Markets are “getting ahead of themselves” with rate cut expectations, the president of the Dutch central bank, Klaas Knot, told CNBC Wednesday.
“The problem for us is that in the end that might become self-defeating. We are optimistic that we have a credible prospect of a return of inflation to 2% in 2025. But a lot still needs to go well for that to happen,” European Central Bank member Knot said, speaking at the World Economic Forum in Davos.
“Underlying that projection is an interest rate path, assumed interest rate path, that contains significantly less easing than is currently embedded in market pricing. So that runs the risk to become self-defeating.”
Knot said the euro zone’s central bank looked at overall financial conditions, and that “the more easing the market has already done for us, the less likely we will cut rates.”
“I think there are expectations of our policy rate movements in current markets that we will not vindicate. Once it becomes clear to markets that we will not vindicate, I do expect some correction back to the interest rate path that was underlying our optimism of a gradual return to 2% inflation in 2025,” he added.
ECB officials at this year’s Davos have largely pushed back on market expectations for interest rate cuts starting as soon as the spring.
Austrian central bank head Robert Holzmann, an ECB arch-hawk, told CNBC on Monday that there were threats to the inflationary picture that could mean rates do not move lower at all this year.
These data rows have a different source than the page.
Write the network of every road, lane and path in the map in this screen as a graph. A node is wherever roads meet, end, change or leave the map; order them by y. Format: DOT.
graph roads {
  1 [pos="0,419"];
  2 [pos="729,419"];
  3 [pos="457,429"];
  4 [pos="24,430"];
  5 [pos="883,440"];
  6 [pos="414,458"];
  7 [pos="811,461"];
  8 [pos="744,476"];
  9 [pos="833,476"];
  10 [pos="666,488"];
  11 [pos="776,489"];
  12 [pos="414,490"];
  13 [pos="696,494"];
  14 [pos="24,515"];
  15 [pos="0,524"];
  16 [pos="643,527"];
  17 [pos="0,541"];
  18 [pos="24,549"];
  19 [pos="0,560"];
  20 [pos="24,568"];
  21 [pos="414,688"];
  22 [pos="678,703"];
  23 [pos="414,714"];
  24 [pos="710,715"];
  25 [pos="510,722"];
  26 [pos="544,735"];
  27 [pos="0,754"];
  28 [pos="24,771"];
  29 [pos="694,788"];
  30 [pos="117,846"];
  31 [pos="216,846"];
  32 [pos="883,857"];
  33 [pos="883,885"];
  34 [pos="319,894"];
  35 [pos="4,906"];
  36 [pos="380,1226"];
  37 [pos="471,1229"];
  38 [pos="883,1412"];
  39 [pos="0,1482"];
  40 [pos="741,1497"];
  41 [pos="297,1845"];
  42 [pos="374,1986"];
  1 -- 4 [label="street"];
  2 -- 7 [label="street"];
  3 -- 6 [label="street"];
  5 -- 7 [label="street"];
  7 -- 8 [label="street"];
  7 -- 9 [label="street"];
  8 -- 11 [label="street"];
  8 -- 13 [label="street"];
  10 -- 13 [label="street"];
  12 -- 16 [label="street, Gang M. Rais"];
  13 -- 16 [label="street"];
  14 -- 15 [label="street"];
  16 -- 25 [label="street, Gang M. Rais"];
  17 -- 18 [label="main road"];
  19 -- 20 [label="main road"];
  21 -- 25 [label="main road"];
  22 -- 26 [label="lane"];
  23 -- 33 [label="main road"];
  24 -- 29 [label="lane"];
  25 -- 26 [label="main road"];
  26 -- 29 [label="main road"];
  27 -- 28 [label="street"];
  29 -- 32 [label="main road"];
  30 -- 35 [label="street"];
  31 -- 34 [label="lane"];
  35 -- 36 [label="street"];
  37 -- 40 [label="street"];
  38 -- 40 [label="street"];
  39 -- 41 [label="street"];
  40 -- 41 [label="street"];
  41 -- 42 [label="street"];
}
But his more dovish colleague, Portugal’s central bank governor Mario Centeno, painted an optimistic picture of the inflation trajectory.
The ECB will stick to its plan for reducing inflation, as it battles risks from the tight labor market and geopolitical uncertainty in the Red sea, Knot said Wednesday.
“If we are going to remove some of the restriction that we currently have in place, it will be a very gradual pull back, but not a head over heels pull back,” he said, adding that more data on wages was needed.
Knot said he agreed with those who say that no further rate hikes will be needed. The ECB’s key rate is currently at a record high of 4%.
He added that the manifestation of upside risks to inflation would rather prolong the time rates are held higher.
“But it might imply that the first cut might come later than is currently anticipated,” he said.